This story is by Natascha McGilvray and was part of our 2017 Winter Writing Contest. You can find all the writing contest stories here.
Sally liked to spend her mornings disconnected from the internet. As a social media adviser for a large corporation she spent much of her day either on social media, thinking about social media or talking about social media. Sally liked to give herself that time in the morning to disconnect from all the constant notifications and updates. She would usually spend half an hour drinking tea while reading a book or listening to music. Her son, Alex would then wake up and her day would begin.
Just as was about to turn on the Do Not Disturb function on her phone, she received a text message from her brother, David. Sally didn’t usually receive texts from David this early in the morning as he worked the night shift and should have already been in bed asleep. It was Alex’s 13th birthday tomorrow. Maybe he wanted to confirm some details about the party that they were planning for the weekend.
“OMG! Have you seen this yet?” David had also included a link to a live news stream. Sally hesitated for a moment before she clicked the link and began watching the newscast.
“I’m Keith Hacking and there is more breaking news coming out of Canberra this morning.
“At 6am the Australian Space Agency in conjunction with NASA announced that the recently discovered Parkes Comet is expected to crash into Mercury on Friday afternoon.
“This crash will force Mercury out of it’s orbit and collide into the Sun. Mercury which is one third the size of Earth, is the closest planet to the Sun. NASA experts have warned that the collision will have devastating effects on Earth and the Solar System.

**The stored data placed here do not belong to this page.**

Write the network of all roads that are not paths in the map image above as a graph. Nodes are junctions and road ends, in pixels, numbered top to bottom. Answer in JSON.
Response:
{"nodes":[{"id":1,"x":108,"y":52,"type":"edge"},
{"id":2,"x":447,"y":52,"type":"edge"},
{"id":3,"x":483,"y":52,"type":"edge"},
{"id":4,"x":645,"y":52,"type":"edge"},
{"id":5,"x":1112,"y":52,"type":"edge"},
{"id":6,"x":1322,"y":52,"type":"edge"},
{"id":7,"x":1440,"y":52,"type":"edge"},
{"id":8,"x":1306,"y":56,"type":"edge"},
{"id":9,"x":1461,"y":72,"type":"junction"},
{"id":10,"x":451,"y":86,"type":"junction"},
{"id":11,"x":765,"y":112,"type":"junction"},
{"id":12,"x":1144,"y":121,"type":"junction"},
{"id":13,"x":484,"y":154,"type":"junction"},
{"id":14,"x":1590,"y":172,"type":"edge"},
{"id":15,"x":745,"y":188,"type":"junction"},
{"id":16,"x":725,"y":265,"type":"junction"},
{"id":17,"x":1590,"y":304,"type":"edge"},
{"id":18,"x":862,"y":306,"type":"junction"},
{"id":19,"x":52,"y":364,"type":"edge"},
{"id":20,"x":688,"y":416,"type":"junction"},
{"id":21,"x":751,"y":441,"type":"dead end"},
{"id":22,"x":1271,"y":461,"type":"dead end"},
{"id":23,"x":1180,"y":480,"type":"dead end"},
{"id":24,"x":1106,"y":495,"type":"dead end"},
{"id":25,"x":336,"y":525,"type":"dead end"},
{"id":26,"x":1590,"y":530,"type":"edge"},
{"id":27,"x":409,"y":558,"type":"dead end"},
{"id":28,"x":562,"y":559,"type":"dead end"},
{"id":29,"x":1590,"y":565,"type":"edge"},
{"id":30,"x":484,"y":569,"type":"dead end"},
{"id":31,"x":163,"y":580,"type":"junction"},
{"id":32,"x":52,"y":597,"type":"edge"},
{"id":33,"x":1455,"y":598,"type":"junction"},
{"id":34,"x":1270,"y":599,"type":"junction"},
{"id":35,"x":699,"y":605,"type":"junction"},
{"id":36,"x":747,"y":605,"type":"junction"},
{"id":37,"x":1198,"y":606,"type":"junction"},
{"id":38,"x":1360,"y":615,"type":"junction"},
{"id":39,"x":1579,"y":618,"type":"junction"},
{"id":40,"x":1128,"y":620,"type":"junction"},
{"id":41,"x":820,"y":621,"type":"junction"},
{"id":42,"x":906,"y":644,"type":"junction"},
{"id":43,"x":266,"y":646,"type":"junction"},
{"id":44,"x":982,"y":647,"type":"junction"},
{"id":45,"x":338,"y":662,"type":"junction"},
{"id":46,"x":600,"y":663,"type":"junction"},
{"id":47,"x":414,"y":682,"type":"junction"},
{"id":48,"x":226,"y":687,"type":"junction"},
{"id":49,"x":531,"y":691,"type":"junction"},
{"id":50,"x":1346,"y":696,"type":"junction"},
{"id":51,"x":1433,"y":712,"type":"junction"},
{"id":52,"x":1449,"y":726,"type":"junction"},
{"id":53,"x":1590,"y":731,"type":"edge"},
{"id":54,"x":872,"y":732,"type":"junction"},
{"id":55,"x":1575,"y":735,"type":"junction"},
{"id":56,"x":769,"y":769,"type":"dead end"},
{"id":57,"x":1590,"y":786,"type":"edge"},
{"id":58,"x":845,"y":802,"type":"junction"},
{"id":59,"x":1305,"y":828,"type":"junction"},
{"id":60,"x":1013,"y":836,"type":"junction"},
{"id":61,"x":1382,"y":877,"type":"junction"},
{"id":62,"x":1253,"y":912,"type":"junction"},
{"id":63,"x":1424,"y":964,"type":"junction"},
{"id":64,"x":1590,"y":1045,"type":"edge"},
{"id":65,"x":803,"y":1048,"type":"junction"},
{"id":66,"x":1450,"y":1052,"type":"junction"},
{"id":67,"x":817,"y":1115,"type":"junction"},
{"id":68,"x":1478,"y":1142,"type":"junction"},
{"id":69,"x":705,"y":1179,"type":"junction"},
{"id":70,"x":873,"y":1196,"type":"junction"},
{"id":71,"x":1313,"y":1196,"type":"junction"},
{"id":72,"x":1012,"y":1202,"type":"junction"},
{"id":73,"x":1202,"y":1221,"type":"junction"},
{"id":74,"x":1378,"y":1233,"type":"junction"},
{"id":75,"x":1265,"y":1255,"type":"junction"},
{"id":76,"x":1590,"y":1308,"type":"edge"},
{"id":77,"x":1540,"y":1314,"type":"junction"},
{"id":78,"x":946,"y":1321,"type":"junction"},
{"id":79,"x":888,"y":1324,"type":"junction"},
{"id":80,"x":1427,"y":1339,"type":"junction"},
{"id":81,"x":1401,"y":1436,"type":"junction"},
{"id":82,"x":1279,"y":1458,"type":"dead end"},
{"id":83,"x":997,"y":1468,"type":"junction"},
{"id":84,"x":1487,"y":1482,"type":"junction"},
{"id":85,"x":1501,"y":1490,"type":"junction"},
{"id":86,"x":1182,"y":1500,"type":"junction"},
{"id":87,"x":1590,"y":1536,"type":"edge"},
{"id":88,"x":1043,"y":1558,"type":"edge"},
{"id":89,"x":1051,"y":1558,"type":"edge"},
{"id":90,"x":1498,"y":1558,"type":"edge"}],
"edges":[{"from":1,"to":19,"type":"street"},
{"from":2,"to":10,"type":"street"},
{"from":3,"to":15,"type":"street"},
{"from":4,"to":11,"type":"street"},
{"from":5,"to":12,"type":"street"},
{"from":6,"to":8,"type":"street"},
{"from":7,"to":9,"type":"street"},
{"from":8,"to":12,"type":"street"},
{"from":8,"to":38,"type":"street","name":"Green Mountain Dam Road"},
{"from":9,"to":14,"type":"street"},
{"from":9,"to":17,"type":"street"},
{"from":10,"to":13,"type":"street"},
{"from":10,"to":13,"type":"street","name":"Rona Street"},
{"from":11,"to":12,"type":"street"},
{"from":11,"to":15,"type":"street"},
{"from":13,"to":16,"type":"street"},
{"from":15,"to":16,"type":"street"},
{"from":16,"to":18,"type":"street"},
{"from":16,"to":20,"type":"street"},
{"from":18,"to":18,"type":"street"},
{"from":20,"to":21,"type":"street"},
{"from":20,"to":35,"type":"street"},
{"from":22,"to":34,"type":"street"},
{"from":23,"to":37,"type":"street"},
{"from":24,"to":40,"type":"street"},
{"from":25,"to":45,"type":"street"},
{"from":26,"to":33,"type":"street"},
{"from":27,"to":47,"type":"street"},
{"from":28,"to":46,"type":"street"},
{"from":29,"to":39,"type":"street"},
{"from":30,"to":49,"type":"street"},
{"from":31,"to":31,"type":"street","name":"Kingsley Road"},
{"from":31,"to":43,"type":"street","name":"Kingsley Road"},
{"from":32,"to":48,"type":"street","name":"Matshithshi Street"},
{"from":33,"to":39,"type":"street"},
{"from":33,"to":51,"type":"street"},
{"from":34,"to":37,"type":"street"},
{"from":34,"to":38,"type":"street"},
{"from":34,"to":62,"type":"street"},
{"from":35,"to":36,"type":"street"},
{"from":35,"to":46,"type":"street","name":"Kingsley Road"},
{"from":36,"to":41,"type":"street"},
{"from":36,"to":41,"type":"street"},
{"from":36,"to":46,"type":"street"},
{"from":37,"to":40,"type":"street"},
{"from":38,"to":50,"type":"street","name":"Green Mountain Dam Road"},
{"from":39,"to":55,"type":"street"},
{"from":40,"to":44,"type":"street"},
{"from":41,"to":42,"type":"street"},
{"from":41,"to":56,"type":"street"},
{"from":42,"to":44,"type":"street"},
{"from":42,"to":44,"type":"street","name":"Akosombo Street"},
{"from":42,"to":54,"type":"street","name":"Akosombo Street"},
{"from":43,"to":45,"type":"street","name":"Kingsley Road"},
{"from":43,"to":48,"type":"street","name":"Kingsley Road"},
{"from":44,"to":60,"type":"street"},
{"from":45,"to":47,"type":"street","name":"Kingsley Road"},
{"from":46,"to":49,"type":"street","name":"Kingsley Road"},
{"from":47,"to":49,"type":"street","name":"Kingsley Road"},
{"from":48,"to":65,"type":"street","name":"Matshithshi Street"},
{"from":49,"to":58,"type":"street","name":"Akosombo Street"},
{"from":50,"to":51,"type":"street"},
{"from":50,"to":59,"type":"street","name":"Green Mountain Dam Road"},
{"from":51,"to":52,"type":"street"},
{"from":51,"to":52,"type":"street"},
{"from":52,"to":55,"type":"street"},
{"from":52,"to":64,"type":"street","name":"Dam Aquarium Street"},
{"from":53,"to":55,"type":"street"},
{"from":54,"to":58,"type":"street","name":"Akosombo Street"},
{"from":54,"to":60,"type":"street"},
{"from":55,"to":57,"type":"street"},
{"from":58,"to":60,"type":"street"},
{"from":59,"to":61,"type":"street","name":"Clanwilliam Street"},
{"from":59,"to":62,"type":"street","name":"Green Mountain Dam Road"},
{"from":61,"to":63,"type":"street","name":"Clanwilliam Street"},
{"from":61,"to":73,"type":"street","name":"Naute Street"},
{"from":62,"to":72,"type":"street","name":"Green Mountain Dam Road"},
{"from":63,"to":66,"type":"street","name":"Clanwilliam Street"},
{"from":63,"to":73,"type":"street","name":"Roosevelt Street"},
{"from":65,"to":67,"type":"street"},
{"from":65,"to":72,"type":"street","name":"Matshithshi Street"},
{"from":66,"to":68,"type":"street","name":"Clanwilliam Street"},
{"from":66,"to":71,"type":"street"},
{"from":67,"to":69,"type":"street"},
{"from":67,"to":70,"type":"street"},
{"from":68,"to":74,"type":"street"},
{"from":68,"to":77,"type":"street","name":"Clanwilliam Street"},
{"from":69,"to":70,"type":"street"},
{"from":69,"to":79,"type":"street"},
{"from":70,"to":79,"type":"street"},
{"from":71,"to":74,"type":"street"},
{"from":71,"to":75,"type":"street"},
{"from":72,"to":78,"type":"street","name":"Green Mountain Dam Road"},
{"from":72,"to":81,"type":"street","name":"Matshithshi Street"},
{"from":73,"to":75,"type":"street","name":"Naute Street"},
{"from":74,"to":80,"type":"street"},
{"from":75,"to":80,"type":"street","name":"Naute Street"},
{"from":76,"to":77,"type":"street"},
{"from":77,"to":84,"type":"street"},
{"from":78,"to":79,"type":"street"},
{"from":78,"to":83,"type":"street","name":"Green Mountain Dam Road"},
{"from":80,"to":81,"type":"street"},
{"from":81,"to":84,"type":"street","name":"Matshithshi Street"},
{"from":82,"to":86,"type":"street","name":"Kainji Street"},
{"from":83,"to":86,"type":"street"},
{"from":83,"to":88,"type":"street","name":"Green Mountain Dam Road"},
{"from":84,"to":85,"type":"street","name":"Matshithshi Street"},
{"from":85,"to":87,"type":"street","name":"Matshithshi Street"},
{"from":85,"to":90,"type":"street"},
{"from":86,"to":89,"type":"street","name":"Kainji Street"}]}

“ASA scientist, Melissa Scott, has warned that these effects will have extensive consequences here on Earth. Extreme radiation from the sun will hit Earth causing immediate and irreversible damage. The radiation will cause unusual weather across the globe as global temperatures are expected to increase significantly. The orbit of Earth is also expected to be impacted due to the loss of the planet Mercury.
“ASA and NASA have announced a joint press conference to take place at 9am local time in Canberra. They are expected to provide further information about the impact of the Parkes Comet into Mercury. Stay tuned as we will be crossing live to the conference in a little over an hour.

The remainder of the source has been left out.